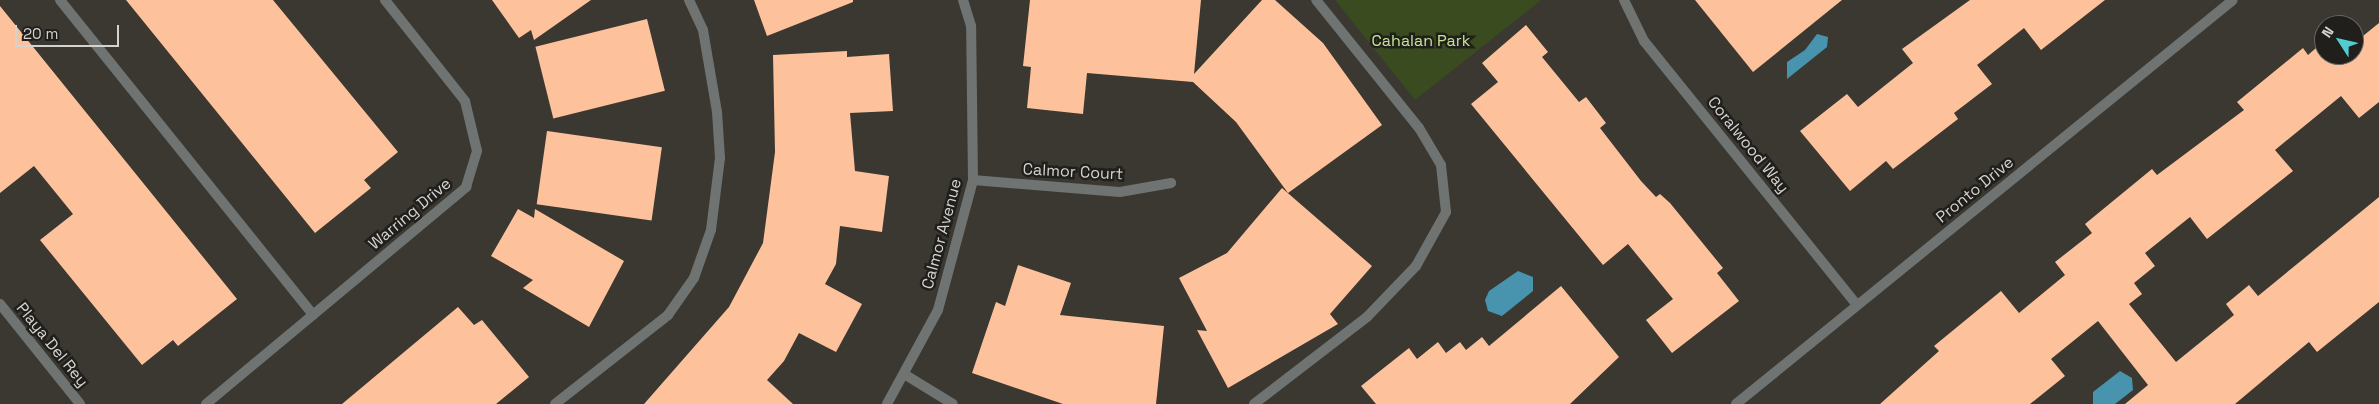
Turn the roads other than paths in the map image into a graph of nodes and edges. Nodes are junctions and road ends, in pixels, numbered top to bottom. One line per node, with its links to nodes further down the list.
1 (60, 0): 12 (street)
2 (385, 0): 12 (street, Warring Drive)
3 (689, 0): 16 (street)
4 (963, 0): 8 (street, Calmor Avenue)
5 (1316, 0): 19 (street)
6 (1624, 0): 11 (street, Coralwood Way)
7 (2233, 0): 11 (street, Pronto Drive)
8 (973, 180): 9 (street, Calmor Court); 13 (street, Calmor Avenue)
9 (1171, 183)
10 (0, 304): 14 (street, Playa Del Rey)
11 (1857, 305): 20 (street, Pronto Drive)
12 (312, 315): 15 (street, Warring Drive)
13 (904, 374): 17 (street, Calmor Avenue); 18 (street)
14 (80, 404)
15 (206, 404)
16 (555, 404)
17 (887, 404)
18 (953, 404)
19 (1254, 404)
20 (1736, 404)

──────────

[Problem]: The whole listing above, minus its pictures, is what you should write out word for word.

[Solution]:
Turn the roads other than paths in the map image into a graph of nodes and edges. Nodes are junctions and road ends, in pixels, numbered top to bottom. One line per node, with its links to nodes further down the list.
1 (60, 0): 12 (street)
2 (385, 0): 12 (street, Warring Drive)
3 (689, 0): 16 (street)
4 (963, 0): 8 (street, Calmor Avenue)
5 (1316, 0): 19 (street)
6 (1624, 0): 11 (street, Coralwood Way)
7 (2233, 0): 11 (street, Pronto Drive)
8 (973, 180): 9 (street, Calmor Court); 13 (street, Calmor Avenue)
9 (1171, 183)
10 (0, 304): 14 (street, Playa Del Rey)
11 (1857, 305): 20 (street, Pronto Drive)
12 (312, 315): 15 (street, Warring Drive)
13 (904, 374): 17 (street, Calmor Avenue); 18 (street)
14 (80, 404)
15 (206, 404)
16 (555, 404)
17 (887, 404)
18 (953, 404)
19 (1254, 404)
20 (1736, 404)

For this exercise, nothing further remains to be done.